Closed wazowski78 closed 5 years ago

wazowski78 commented 6 years ago

Hi, firstly, I want to thank you for your great job. My main doubt here is how to get my own Network Data, can you put some light in this issue?

phylib commented 6 years ago

Hi wazowski, our main focus in this work was to simulate games and generate simulated network and movement patterns from those simulations. Therefore, we first recorded data of our own games with the tool winpcap (see https://www.winpcap.org/) and analyzed the generated pcap files later on with Python Scripts. The python scripts for analyzing can be found in this repository. Capturing has to be done manually.

In order to start traffic capturing with winpcap, you can use the following command: .\WinDump.exe -i 2 -s 0 -w ./Test-dummp.pcap

If you have further questions, don't hesitate to ask.

wazowski78 commented 6 years ago

Thank you very much for your reply! I know pcap files sinffing tools well, I suppose when you play your game, you can set up the pcap sniffer to log only some ports to refine the search, can you tell me if there is any set up for that or do I have to use all the data log?

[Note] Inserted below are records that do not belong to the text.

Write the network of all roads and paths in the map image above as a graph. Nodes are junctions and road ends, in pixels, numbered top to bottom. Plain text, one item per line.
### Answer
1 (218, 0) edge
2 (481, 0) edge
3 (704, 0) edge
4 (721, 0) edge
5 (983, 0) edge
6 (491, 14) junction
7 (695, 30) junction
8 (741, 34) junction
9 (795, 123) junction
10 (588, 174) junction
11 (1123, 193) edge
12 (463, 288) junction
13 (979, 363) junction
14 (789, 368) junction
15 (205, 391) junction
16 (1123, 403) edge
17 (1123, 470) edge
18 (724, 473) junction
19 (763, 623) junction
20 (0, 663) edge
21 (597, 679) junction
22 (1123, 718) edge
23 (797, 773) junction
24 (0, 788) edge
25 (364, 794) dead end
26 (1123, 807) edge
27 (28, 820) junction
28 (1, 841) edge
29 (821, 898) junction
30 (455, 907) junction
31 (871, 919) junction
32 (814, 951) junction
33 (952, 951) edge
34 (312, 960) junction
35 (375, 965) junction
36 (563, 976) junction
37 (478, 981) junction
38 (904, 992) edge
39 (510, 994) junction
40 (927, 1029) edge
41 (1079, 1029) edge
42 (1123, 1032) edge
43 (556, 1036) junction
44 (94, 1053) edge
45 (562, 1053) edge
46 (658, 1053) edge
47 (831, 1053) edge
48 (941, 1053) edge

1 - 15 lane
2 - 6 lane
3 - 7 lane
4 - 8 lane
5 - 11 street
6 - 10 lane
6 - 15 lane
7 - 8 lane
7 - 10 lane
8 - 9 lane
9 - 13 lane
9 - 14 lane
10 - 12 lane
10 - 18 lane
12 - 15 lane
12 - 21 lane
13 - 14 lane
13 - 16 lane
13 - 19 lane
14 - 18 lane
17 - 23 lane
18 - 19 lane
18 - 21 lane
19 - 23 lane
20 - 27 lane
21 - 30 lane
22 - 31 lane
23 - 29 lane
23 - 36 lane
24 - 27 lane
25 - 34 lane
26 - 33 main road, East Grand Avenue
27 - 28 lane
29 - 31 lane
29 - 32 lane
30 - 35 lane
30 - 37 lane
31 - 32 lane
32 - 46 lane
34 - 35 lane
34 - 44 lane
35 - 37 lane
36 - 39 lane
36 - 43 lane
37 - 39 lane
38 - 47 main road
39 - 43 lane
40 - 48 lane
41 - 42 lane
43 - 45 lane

And other thing, could you please tell me the correct order to do it? I mean, when I have my pcap file, what is the order I have to execute you scripts to generate my game movement? Thanks a lot :)

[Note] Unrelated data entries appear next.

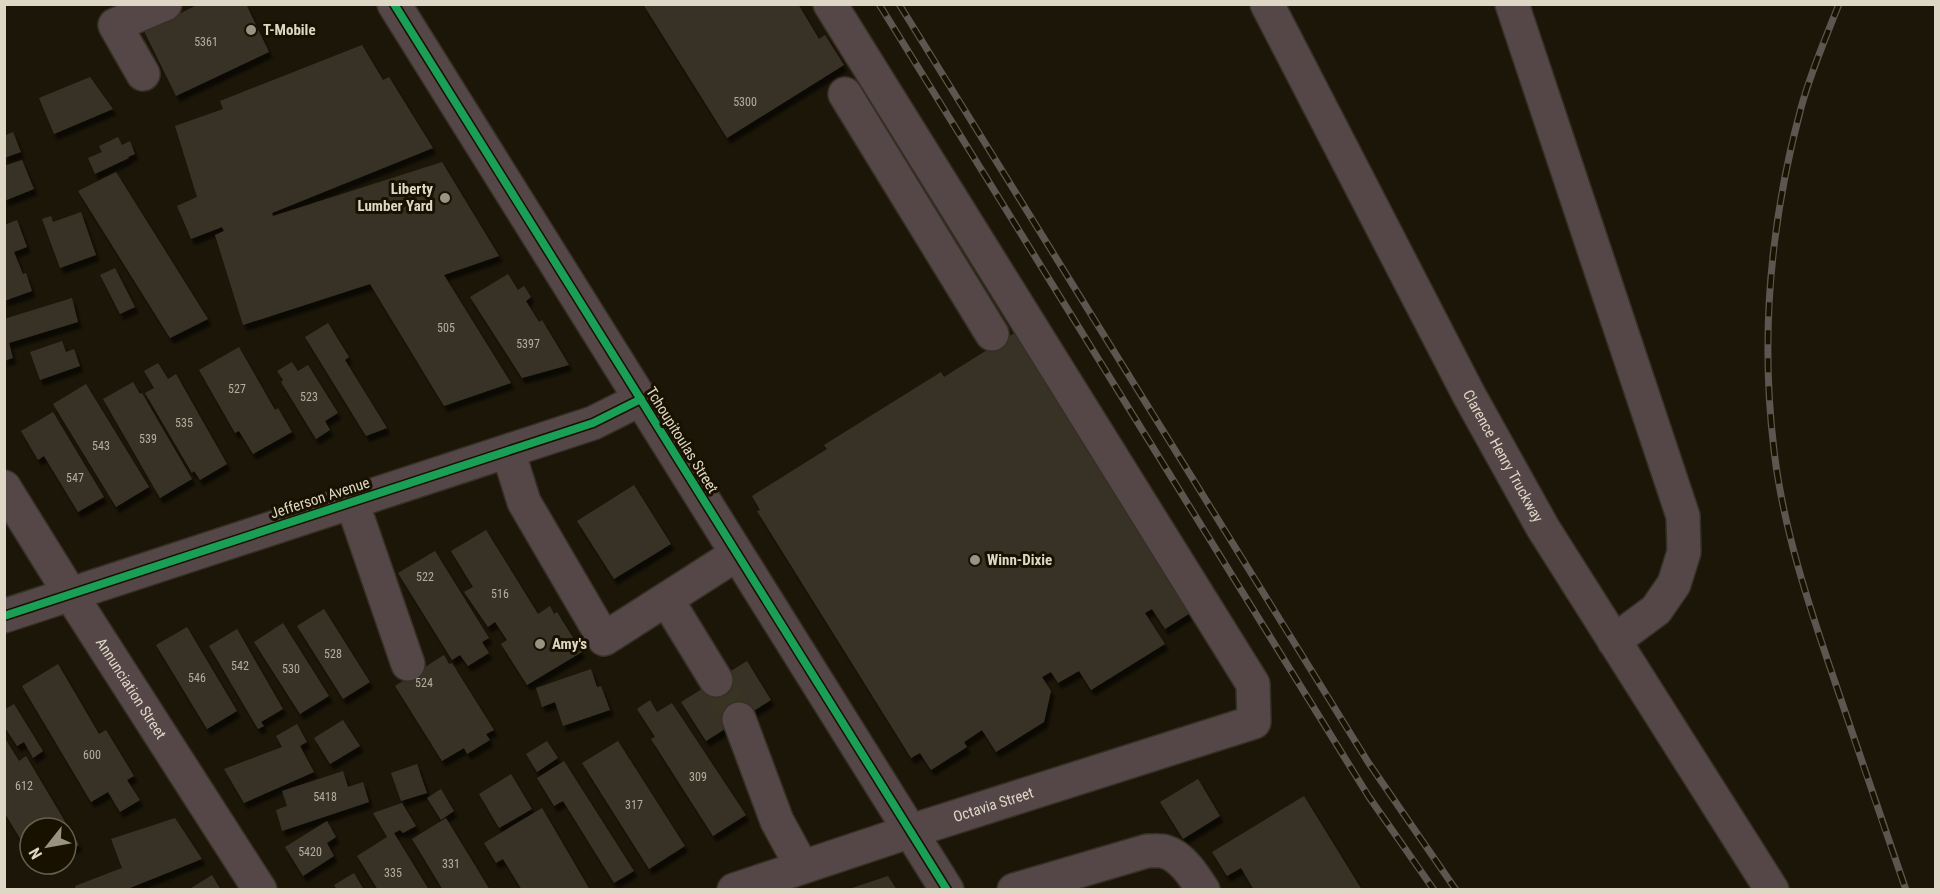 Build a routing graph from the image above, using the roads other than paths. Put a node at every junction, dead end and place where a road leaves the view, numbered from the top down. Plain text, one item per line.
1 (165, 4) edge
2 (394, 4) edge
3 (830, 4) edge
4 (1267, 4) edge
5 (1512, 4) edge
6 (143, 74) dead end
7 (845, 94) dead end
8 (992, 334) dead end
9 (641, 399) junction
10 (508, 451) junction
11 (4, 487) edge
12 (352, 502) junction
13 (737, 554) junction
14 (71, 595) junction
15 (668, 600) junction
16 (4, 616) edge
17 (1614, 640) junction
18 (408, 664) dead end
19 (716, 680) tunnel mouth
20 (739, 719) tunnel mouth
21 (911, 831) junction
22 (801, 867) junction
23 (260, 890) edge
24 (734, 890) edge
25 (948, 890) edge
26 (1014, 890) edge
27 (1203, 890) edge
28 (1772, 890) edge

1 - 6 street
2 - 9 street, Tchoupitoulas Street
3 - 21 street, Octavia Street
4 - 17 street, Clarence Henry Truckway
5 - 17 street
7 - 8 street
9 - 10 street, Jefferson Avenue
9 - 13 street, Tchoupitoulas Street
10 - 12 street, Jefferson Avenue
10 - 15 street
11 - 14 street, Annunciation Street
12 - 14 street, Jefferson Avenue
12 - 18 street
13 - 15 street
13 - 21 street, Tchoupitoulas Street
14 - 16 street, Jefferson Avenue
14 - 23 street, Annunciation Street
15 - 19 street
17 - 28 street, Clarence Henry Truckway
20 - 22 street
21 - 22 street, Octavia Street
21 - 25 street, Tchoupitoulas Street
22 - 24 street, Octavia Street
26 - 27 street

phylib commented 6 years ago

Thank you for clarifying your question. Basically, we performed two different analysis.

First, we analyzed the network traffic using Wireshark and the Python library tshark. Details on that can now be found in the Tools/NetworkAnalysis-Folder. The added scripts can already be used to create graphs, visualizing the network behaviour.

For tracing your position on the game map, you need to capture the screen-content while playing the game as well. Therefore, you can use for instance ffmpeg. The following command can be used to start screen capturing, with the current system time as overlay over the resulting video:

ffmpeg.exe -f dshow -rtbufsize 1024M  -i video="UScreenCapture" -vf drawtext=fontfile='C\:\\Windows\\Fonts\\Arial.ttf':text='%{localtime\:%X}':fontcolor=red:fontsize=64 -c:v libx264 -preset ultrafast -pix_fmt yuv420p ../../output.mp4

If you want to extract information, such as the number of active players or the current game phase, from this video, you could have a look to the FortniteVideoAnalysis script. Unfortunately, I have had no time to enhance code documentation for this script. If you are interested in this information, try to have a look at this file and contact me if it's not behaving as expected.

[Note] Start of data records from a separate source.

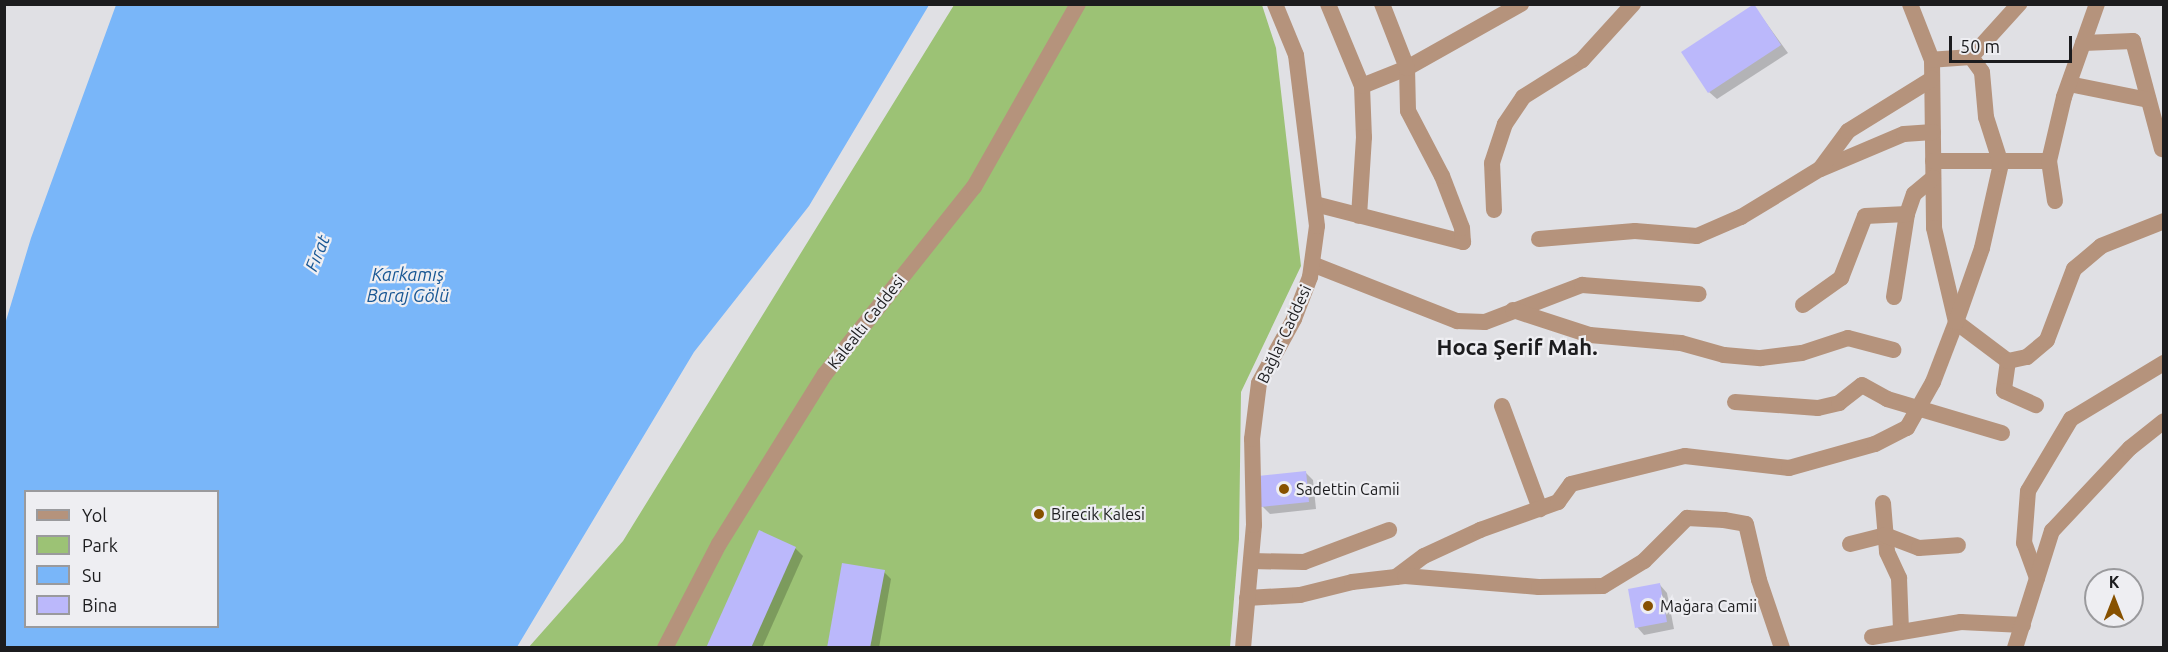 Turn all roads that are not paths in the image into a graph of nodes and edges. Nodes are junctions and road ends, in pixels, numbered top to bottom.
1 (1078, 4) edge
2 (1275, 4) edge
3 (1328, 4) edge
4 (1382, 4) edge
5 (1521, 4) edge
6 (1634, 4) edge
7 (1910, 4) edge
8 (2019, 4) edge
9 (2097, 4) edge
10 (2083, 43) junction
11 (1971, 57) junction
12 (1932, 60) junction
13 (1407, 68) junction
14 (1932, 79) junction
15 (2069, 84) junction
16 (1362, 86) junction
17 (2148, 100) junction
18 (1933, 132) junction
19 (2162, 148) edge
20 (2049, 161) junction
21 (2001, 164) junction
22 (1933, 169) junction
23 (1820, 170) junction
24 (2055, 201) dead end
25 (1315, 204) junction
26 (1494, 210) dead end
27 (1907, 214) junction
28 (1359, 216) junction
29 (2163, 221) edge
30 (1539, 239) dead end
31 (1312, 264) junction
32 (1699, 294) dead end
33 (1894, 297) dead end
34 (1803, 305) dead end
35 (1513, 310) junction
36 (1956, 322) junction
37 (1893, 350) dead end
38 (2008, 361) junction
39 (2163, 363) edge
40 (1735, 402) dead end
41 (2036, 405) dead end
42 (1502, 406) dead end
43 (1919, 410) junction
44 (2163, 421) edge
45 (2002, 433) dead end
46 (1883, 503) dead end
47 (1540, 508) junction
48 (1389, 530) dead end
49 (1885, 535) junction
50 (1850, 544) dead end
51 (1958, 545) dead end
52 (1251, 561) junction
53 (1396, 577) junction
54 (2037, 578) junction
55 (1247, 598) junction
56 (2022, 625) junction
57 (1900, 631) junction
58 (1872, 637) dead end
59 (665, 648) edge
60 (1244, 648) edge
61 (1782, 648) edge
62 (2015, 648) edge

1 - 59 street, Kalealtı Caddesi
2 - 25 street, Bağlar Caddesi
3 - 16 street
4 - 13 street
5 - 13 street
6 - 26 street
7 - 12 street
8 - 11 street
9 - 10 street
10 - 15 street
10 - 17 street
11 - 12 street
11 - 21 street
12 - 14 street
13 - 16 street
13 - 28 street
14 - 18 street
14 - 23 street
15 - 17 street
15 - 20 street
16 - 28 street
17 - 19 street
18 - 22 street
18 - 23 street
20 - 21 street
20 - 24 street
21 - 22 street
21 - 36 street
22 - 27 street
22 - 36 street
23 - 30 street
25 - 28 street
25 - 31 street, Bağlar Caddesi
27 - 33 street
27 - 34 street
29 - 38 street
31 - 35 street
31 - 52 street, Bağlar Caddesi
32 - 35 street
35 - 37 street
36 - 38 street
36 - 43 street
38 - 41 street
39 - 54 street
40 - 43 street
42 - 47 street
43 - 45 street
43 - 47 street
44 - 54 street
46 - 49 street
47 - 53 street
48 - 52 street
49 - 50 street
49 - 51 street
49 - 57 street
52 - 55 street, Bağlar Caddesi
53 - 55 street
53 - 61 street
54 - 56 street
55 - 60 street, Bağlar Caddesi
56 - 57 street
56 - 62 street
57 - 58 street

The players position in the game world can be extracted by the Python-Scripts in the repository of Mathias Lux (linked as submodule). Be aware that you have to adapt these scripts for your needs (e.g. adapt resolution, approximate position of the minimap in the video,...). Furthermore, the sample map used for matching the position is the map of the February version of Fortnite, if you use it for the current version of Fortnite, the map has to be replaced with a more current one. We currently develop a more simplified possibility to trace the players position, but it's still buggy and in active development. As soon as it works, we publish it in this repository as well.

If you have further questions, feel free to ask.